Background: The arteriovenous fistula (AVF) is the preferred hemodialysis access for end-stage renal disease (ESRD) patients. Yet, establishment of a functional AVF presents a challenge, even for the most experienced surgeons, since postoperative stenosis frequently occludes the AVF. Stenosis results from the loss of compliance in fibrotic areas of the fistula which turns intimal hyperplasia into an occlusive feature. Fibrotic remodeling depends on deposition and crosslinking of collagen by lysyl oxidase (LOX), an enzyme that catalyzes the deamination of lysine and hydroxylysine residues, facilitating intra/intermolecular covalent bonds. We postulate that pharmacological inhibition of lysyl oxidase (LOX) increases postoperative venous compliance and prevents stenosis in a rat AVF model. Methods: LOX gene expression and vascular localization were assayed in rat AVFs and human pre-access veins, respectively. Collagen crosslinking was measured in humans AVFs that matured or failed, and in rat AVFs treated with β-aminopropionitrile (BAPN), an irreversible LOX inhibitor. BAPN was either injected systemically or delivered locally around rat AVFs using nanofiber scaffolds.
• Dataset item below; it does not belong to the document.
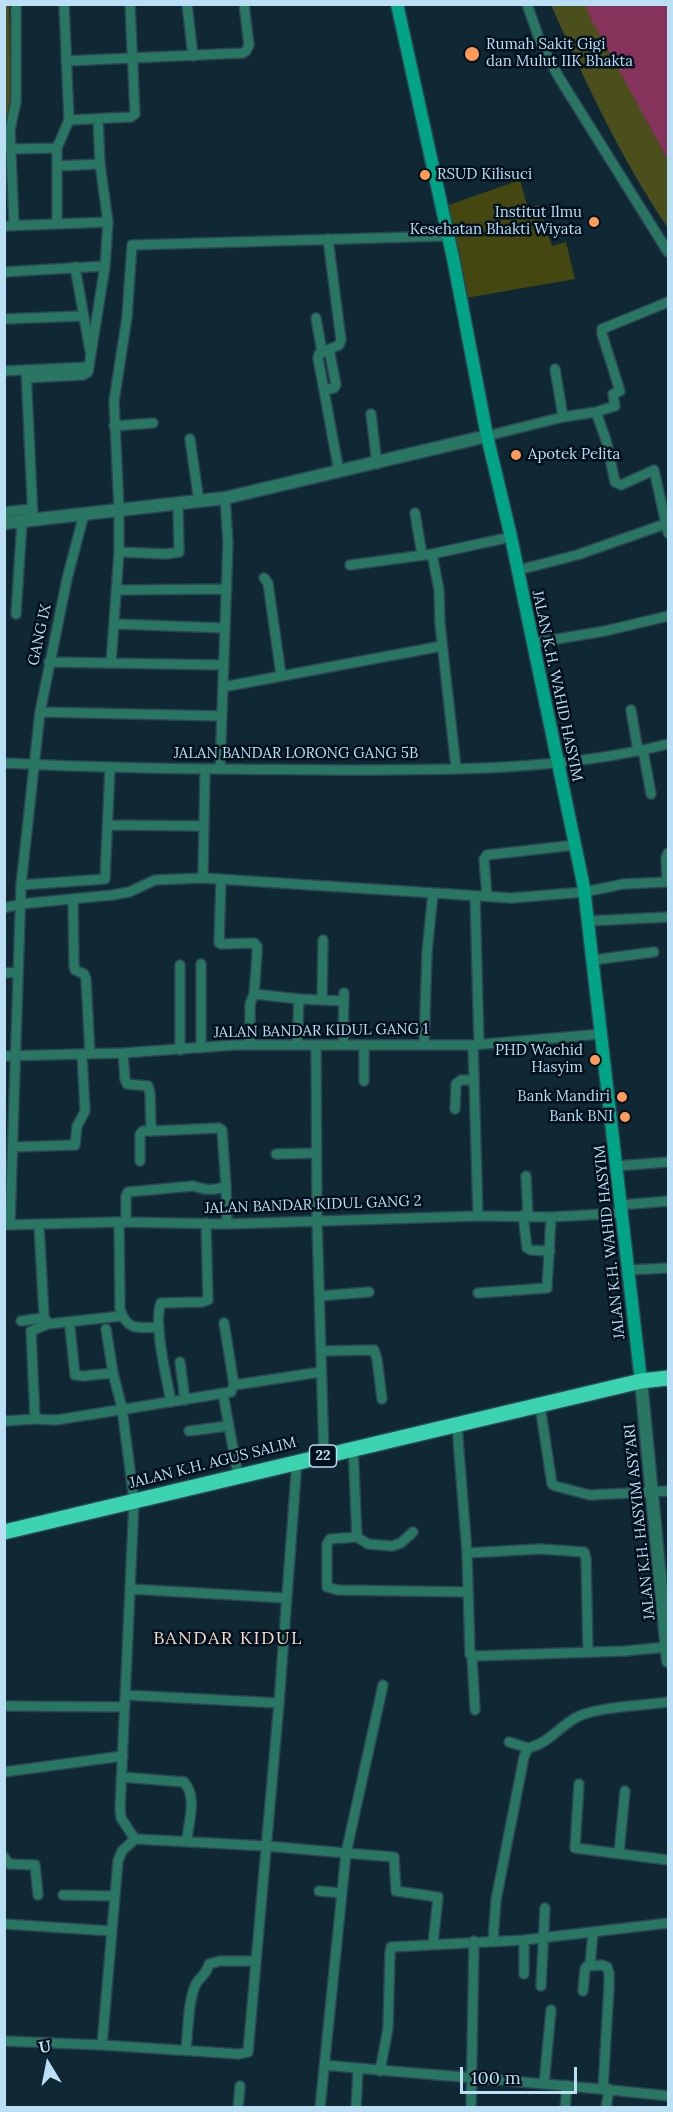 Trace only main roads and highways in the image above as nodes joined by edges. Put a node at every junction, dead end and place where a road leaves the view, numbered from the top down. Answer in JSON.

The major endpoints were AVF blood flow, wall fibrosis, collagen crosslinking, and vascular distensibility. Results: Non-maturation of human AVFs was associated with higher LOX deposition in pre-access veins (N=20, P=0.029), and increased trivalent crosslinks (N=18, P=0.027) in human AVF tissues. Systemic and local inhibition of LOX increased AVF distensibility, while reducing wall fibrosis and collagen crosslinking in rat fistulas. Conclusions: Our results demonstrate that BAPN-mediated inhibition of LOX significantly improves vascular remodeling in experimental fistulas.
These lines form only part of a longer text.